Securing reliable, high-grade starting material makes or breaks downstream product quality. Many suppliers source penicillin G fermentation from specialized strains of Penicillium, then refine it under strictly monitored bioreactors. The procaine component often comes from high-purity organic syntheses, tested for residual solvents or byproducts before blending. Raw material lots receive unique barcodes and documentation, with full traceability from origin through to final sterilization. Quality inspectors sample every shipment, matching crystalline characteristics with reference standards under polarized light microscopes, and running HPLC to check for degradation. If tested outside spec, the raw batch heads for reprocessing or destruction, not production. Sourcing from trusted partners brings consistency; rogue suppliers raise the risk of contaminants or unpredictable changes in product reliability.
Looking closer at the molecule, every functional group shapes the drug’s fate in the body. The beta-lactam ring, fragile yet powerful, finds its mark in the bacterial cell wall enzymes—breaking down barriers, stopping growth. The procaine moiety not only slows absorption but offers patient comfort by dulling pain at injection sites. Adding water molecules stabilizes the overall structure, preventing premature degradation and making long-term storage viable. Commercially, this molecular blend allows clinicians to choose between short-acting and long-acting antibiotics, depending on patient needs. The evolution of this compound followed real-world demand—patients and animals needing slower, less painful delivery from a trusted antibiotic backbone.

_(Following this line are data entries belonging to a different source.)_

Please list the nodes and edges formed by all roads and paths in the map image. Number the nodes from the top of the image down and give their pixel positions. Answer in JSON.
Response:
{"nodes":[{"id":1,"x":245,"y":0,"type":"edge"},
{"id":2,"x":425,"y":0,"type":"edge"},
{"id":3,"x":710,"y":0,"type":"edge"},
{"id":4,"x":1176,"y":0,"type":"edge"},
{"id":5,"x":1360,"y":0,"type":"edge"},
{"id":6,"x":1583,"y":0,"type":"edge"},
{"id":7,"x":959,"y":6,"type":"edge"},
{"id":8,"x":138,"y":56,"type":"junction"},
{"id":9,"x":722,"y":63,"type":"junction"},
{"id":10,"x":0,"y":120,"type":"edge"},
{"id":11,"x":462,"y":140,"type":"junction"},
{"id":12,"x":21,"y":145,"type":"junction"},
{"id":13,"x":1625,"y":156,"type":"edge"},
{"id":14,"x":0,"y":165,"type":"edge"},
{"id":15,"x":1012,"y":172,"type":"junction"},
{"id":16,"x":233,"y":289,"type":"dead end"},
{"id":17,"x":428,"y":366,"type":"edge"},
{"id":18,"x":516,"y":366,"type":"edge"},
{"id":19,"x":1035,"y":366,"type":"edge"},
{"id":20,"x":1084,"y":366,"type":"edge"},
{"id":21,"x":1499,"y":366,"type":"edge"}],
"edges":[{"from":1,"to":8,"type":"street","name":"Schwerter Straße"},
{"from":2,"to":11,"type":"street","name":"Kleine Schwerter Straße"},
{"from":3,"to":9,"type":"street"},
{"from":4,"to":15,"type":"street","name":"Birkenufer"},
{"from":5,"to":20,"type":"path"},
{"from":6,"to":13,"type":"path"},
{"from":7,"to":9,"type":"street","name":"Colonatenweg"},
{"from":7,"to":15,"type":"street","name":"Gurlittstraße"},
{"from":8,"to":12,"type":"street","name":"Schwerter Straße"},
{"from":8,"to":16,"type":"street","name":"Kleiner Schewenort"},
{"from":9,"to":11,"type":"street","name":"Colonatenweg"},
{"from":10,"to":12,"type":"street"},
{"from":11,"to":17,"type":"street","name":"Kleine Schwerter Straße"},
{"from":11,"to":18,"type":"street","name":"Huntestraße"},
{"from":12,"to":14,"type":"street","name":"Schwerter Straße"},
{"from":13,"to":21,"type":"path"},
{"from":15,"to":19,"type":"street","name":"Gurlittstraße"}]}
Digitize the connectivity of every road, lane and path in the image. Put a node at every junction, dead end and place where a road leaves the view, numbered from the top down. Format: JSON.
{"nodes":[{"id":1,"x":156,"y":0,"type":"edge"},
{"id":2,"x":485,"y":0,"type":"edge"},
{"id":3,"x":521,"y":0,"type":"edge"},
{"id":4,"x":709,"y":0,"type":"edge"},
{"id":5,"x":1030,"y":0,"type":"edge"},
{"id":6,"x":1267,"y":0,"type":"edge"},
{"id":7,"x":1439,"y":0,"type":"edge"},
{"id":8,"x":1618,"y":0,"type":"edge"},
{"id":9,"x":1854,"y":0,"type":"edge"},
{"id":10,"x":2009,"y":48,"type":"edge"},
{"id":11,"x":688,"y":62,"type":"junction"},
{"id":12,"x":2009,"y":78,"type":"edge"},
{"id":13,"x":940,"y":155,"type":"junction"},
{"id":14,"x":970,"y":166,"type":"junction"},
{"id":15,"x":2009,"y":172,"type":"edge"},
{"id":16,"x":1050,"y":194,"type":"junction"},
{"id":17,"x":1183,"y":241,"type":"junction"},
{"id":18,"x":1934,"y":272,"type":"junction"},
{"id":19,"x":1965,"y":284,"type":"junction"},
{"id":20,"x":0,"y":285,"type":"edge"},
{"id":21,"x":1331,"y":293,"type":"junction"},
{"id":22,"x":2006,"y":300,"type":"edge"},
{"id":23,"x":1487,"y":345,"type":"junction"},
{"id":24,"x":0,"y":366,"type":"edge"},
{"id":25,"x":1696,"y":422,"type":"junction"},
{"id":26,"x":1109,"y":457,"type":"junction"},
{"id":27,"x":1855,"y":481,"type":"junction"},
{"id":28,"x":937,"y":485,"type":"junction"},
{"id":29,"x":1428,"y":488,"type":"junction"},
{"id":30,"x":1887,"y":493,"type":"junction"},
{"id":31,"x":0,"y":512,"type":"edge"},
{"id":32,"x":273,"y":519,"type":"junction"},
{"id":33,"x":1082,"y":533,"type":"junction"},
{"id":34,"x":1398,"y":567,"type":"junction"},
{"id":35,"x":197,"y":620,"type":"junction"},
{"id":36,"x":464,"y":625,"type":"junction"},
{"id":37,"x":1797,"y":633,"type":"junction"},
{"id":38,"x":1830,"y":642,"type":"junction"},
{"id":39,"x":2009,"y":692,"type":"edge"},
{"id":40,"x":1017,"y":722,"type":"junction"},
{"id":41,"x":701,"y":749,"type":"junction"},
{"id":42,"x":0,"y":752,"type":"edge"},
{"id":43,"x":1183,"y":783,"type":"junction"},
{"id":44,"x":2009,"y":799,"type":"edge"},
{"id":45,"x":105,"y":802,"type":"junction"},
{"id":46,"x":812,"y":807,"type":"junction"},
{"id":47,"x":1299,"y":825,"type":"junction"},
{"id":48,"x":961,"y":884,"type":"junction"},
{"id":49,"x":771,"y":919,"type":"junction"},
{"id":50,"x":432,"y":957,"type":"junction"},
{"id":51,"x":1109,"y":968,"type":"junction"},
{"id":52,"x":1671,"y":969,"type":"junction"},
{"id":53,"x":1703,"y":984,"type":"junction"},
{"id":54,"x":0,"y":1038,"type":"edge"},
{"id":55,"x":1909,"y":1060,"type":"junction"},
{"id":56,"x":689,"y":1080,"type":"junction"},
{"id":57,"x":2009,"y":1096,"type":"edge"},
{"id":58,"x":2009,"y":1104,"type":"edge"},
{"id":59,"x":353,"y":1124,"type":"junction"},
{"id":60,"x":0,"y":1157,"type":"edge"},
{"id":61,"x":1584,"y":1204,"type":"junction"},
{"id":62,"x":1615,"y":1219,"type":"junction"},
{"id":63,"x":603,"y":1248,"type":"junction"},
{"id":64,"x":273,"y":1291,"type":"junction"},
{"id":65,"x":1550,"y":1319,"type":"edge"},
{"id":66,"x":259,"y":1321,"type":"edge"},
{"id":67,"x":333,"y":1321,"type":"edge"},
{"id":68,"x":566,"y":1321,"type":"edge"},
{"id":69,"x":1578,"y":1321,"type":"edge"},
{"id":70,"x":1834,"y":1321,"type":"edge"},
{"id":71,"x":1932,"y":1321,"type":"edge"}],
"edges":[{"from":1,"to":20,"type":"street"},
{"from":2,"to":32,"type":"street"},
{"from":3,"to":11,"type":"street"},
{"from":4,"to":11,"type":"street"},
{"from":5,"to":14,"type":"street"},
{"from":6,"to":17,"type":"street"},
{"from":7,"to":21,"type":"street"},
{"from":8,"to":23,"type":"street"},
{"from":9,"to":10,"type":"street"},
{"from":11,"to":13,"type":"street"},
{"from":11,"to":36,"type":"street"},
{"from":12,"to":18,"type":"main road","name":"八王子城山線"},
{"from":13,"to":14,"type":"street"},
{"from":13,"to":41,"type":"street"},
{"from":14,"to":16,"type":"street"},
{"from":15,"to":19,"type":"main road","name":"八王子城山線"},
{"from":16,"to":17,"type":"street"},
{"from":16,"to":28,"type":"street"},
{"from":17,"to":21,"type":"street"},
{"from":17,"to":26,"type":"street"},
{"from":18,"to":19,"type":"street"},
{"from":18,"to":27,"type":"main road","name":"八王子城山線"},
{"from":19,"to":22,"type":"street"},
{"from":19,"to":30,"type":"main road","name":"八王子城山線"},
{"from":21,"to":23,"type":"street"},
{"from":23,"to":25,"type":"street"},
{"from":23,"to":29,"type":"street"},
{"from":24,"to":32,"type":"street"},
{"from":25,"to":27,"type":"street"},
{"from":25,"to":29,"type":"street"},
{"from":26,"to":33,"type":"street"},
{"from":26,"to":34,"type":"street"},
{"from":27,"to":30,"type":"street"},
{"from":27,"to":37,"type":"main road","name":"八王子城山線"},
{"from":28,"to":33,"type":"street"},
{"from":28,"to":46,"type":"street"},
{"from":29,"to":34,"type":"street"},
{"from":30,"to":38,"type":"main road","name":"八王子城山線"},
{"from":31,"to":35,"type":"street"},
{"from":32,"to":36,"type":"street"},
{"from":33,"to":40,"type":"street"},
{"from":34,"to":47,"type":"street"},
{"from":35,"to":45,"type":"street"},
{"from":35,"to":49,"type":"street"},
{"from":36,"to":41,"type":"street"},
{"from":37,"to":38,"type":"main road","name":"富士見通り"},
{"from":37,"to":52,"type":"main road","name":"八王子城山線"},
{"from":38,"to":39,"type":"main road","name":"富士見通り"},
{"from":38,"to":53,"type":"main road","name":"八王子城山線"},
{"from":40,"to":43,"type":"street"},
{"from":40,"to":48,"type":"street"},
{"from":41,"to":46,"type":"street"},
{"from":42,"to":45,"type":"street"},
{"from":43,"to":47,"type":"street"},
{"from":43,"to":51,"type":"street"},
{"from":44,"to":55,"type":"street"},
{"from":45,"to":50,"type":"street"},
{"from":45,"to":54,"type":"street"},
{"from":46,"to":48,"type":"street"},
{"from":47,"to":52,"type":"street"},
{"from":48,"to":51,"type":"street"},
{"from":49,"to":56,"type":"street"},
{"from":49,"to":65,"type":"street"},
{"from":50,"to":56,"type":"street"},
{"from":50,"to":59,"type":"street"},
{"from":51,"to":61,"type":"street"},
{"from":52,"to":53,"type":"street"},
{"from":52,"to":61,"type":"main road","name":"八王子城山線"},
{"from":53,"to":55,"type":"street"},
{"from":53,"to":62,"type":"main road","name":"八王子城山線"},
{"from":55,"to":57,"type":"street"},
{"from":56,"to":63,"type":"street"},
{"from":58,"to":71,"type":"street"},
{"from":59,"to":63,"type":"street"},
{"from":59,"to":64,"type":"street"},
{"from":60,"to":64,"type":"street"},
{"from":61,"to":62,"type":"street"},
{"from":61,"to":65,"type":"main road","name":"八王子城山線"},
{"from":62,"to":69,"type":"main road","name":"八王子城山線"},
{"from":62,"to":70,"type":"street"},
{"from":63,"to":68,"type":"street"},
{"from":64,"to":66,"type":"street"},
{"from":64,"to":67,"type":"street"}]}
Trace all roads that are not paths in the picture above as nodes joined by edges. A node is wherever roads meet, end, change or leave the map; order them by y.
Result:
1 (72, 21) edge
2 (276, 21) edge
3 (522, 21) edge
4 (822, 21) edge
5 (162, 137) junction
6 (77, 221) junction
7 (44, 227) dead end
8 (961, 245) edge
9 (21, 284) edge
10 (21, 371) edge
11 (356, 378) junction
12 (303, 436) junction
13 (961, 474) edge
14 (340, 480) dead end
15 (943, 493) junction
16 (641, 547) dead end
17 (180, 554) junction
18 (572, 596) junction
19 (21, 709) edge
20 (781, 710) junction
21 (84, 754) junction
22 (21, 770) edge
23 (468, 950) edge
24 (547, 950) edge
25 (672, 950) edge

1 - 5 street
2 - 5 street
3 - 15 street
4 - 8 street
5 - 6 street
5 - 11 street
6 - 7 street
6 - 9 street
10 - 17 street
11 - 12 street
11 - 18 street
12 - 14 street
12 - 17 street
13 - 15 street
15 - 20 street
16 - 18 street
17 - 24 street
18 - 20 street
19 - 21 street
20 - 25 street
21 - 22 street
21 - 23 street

Strict rules surround the disposal of any unused or expired compound. Its status as a potential allergen and pharmaceutical pollutant makes environmentally safe handling crucial. Wastewater from production facilities must pass through robust chemical neutralization before joining municipal systems. Regulatory agencies often inspect records for compliance, ensuring that environmental release stays well below permitted thresholds. Fines and criminal action result from intentional dumping, and those rules keep everybody honest and our communities safer. Hospitals sign off on every vial tracked from receipt to use, linking patient records, medication logs, and prescription controls. Entire sections of regulatory legislation, like the U.S. Clean Water Act and equivalent European rules, mention pharmaceutical residues and enforce best practice. These protocols grew from decades of real-world problems—accidental poisoning, environmental contamination, and rising rates of drug resistance—forcing industry to aim for the safest, cleanest path possible.
Researchers keep refining the synthesis, purity, and stability of Procaine Benzylpenicillin G Hydrate. Pharmaceutical engineers seek new crystal forms and delivery systems to limit allergenicity, boost shelf life, and cut production costs. Advances in analytic chemistry—mass spectrometry, NMR, and rapid microbial detection—shorten response times and raise confidence in each container shipped. I’ve seen these changes firsthand: less downtime for quality concerns, quicker go/no-go decisions in manufacturing, and stronger dialogue between development teams, safety regulators, and frontline pharmacists. Balancing powerful medical benefits with respect for safety, both in storage and use, remains a daily effort requiring teamwork, vigilance, and constant learning.